"""

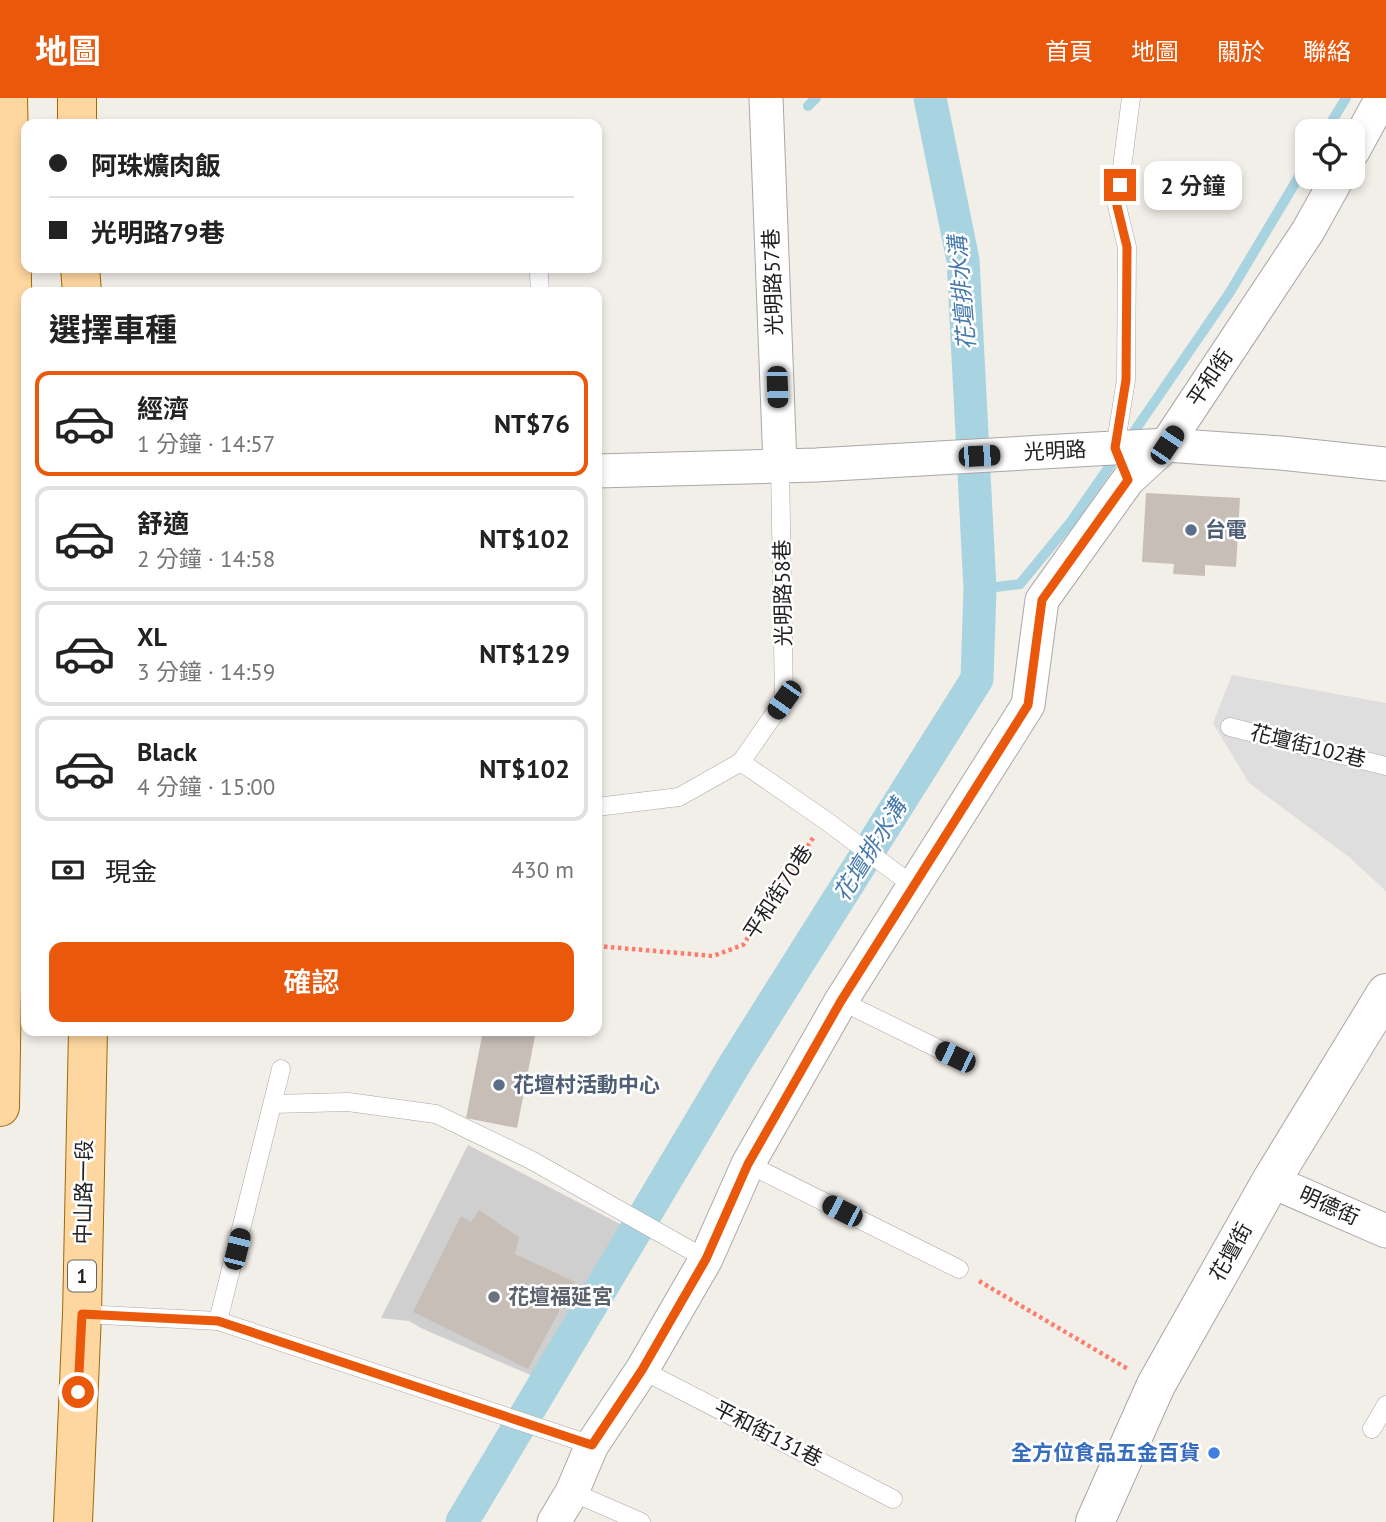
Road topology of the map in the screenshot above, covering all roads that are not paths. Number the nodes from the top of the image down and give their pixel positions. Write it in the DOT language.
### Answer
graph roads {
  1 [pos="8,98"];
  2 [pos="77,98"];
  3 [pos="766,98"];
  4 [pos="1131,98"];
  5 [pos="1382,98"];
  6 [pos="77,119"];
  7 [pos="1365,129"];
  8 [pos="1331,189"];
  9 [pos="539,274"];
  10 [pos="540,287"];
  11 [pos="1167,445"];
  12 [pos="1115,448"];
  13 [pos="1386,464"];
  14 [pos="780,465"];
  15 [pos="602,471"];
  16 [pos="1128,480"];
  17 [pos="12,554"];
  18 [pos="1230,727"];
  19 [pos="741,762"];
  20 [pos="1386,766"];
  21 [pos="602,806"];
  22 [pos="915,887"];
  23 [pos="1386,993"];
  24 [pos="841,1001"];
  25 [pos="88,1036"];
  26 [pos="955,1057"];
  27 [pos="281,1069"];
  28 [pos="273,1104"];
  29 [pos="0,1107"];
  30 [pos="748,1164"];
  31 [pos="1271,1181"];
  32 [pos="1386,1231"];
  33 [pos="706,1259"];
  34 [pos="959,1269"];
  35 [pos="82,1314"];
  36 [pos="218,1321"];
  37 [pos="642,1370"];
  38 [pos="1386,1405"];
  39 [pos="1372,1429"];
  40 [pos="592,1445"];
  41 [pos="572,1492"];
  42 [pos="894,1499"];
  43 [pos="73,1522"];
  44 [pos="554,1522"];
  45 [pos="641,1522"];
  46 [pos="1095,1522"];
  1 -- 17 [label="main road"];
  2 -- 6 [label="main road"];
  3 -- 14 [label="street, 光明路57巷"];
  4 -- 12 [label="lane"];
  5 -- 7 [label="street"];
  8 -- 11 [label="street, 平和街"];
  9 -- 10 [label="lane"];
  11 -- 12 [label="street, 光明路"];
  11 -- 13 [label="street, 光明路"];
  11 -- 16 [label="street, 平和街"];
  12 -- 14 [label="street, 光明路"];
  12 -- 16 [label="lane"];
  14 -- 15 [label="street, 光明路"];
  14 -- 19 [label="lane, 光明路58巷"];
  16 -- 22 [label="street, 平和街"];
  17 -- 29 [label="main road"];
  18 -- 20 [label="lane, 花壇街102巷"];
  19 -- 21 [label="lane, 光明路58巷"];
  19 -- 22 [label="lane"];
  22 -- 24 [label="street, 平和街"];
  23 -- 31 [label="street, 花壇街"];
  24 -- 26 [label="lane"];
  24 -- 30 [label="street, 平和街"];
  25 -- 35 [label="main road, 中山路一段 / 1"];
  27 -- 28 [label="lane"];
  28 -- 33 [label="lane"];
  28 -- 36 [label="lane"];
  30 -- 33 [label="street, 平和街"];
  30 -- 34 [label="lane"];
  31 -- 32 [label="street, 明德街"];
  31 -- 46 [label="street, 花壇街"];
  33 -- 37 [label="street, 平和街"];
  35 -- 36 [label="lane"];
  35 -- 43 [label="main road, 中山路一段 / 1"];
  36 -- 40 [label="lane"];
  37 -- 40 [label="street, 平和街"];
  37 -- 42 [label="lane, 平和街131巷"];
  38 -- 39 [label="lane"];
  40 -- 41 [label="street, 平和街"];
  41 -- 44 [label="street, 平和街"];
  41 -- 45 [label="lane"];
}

"""
"""

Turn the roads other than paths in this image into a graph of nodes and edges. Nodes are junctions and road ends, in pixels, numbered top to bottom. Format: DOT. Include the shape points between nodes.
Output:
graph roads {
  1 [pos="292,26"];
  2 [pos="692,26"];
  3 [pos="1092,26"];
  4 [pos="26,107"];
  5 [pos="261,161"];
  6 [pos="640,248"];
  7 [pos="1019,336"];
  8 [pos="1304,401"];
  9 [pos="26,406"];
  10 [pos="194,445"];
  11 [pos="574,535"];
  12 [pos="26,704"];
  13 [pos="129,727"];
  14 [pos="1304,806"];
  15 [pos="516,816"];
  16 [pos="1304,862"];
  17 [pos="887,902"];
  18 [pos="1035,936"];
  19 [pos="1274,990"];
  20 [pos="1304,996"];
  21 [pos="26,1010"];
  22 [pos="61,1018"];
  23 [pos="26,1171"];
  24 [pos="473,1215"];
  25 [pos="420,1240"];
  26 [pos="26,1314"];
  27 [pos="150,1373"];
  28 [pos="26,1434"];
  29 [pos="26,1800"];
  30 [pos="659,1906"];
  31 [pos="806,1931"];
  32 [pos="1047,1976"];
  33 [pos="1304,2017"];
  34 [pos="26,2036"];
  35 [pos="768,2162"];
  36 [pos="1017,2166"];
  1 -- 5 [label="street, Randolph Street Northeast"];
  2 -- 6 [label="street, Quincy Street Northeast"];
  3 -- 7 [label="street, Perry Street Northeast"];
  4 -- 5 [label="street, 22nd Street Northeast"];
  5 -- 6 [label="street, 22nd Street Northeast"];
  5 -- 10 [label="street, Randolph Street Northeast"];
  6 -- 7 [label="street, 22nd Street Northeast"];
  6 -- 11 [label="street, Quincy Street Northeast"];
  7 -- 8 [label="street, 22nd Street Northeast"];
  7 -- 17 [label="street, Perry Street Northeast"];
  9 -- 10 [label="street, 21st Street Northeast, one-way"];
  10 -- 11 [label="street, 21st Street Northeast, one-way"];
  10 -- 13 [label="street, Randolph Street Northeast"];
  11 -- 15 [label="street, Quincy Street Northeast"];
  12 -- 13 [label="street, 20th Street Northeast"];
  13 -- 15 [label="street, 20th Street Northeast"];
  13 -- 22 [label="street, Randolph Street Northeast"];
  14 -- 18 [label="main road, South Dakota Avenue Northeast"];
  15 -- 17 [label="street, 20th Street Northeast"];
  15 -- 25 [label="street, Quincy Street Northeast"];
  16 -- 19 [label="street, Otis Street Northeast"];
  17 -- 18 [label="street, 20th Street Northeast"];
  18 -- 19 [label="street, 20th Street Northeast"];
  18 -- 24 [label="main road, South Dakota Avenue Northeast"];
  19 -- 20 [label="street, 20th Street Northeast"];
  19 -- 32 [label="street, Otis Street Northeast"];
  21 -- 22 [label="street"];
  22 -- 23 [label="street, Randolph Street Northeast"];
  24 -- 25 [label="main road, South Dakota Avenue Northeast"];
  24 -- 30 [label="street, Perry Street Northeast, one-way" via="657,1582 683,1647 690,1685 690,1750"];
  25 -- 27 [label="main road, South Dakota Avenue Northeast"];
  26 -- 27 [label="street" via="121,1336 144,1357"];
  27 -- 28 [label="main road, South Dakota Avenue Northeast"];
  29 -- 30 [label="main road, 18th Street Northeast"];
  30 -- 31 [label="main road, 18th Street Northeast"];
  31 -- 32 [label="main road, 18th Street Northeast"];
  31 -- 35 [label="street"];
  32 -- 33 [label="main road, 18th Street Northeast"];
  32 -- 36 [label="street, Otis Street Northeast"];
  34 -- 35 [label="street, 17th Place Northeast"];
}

"""
"""

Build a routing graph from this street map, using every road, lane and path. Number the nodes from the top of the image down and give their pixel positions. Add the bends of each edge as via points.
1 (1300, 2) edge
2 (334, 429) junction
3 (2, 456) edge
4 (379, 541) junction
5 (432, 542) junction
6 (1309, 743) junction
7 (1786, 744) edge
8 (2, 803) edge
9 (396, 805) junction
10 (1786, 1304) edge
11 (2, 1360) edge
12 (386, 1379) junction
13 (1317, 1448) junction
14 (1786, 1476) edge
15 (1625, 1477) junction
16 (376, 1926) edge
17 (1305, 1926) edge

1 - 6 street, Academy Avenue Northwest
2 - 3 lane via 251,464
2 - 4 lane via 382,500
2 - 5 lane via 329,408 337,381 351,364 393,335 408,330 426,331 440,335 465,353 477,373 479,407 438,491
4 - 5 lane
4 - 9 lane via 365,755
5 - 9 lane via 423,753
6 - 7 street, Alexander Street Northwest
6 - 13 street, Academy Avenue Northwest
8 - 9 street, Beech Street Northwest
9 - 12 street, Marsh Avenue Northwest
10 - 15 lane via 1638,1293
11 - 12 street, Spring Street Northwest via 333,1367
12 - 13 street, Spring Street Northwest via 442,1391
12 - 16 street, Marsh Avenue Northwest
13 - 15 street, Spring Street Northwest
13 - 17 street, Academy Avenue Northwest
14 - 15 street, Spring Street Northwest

"""

_Activity_
Pick from the records each line that contains the word "Otis" and show it.

_Result of the exercise_
  16 -- 19 [label="street, Otis Street Northeast"];
  19 -- 32 [label="street, Otis Street Northeast"];
  32 -- 36 [label="street, Otis Street Northeast"];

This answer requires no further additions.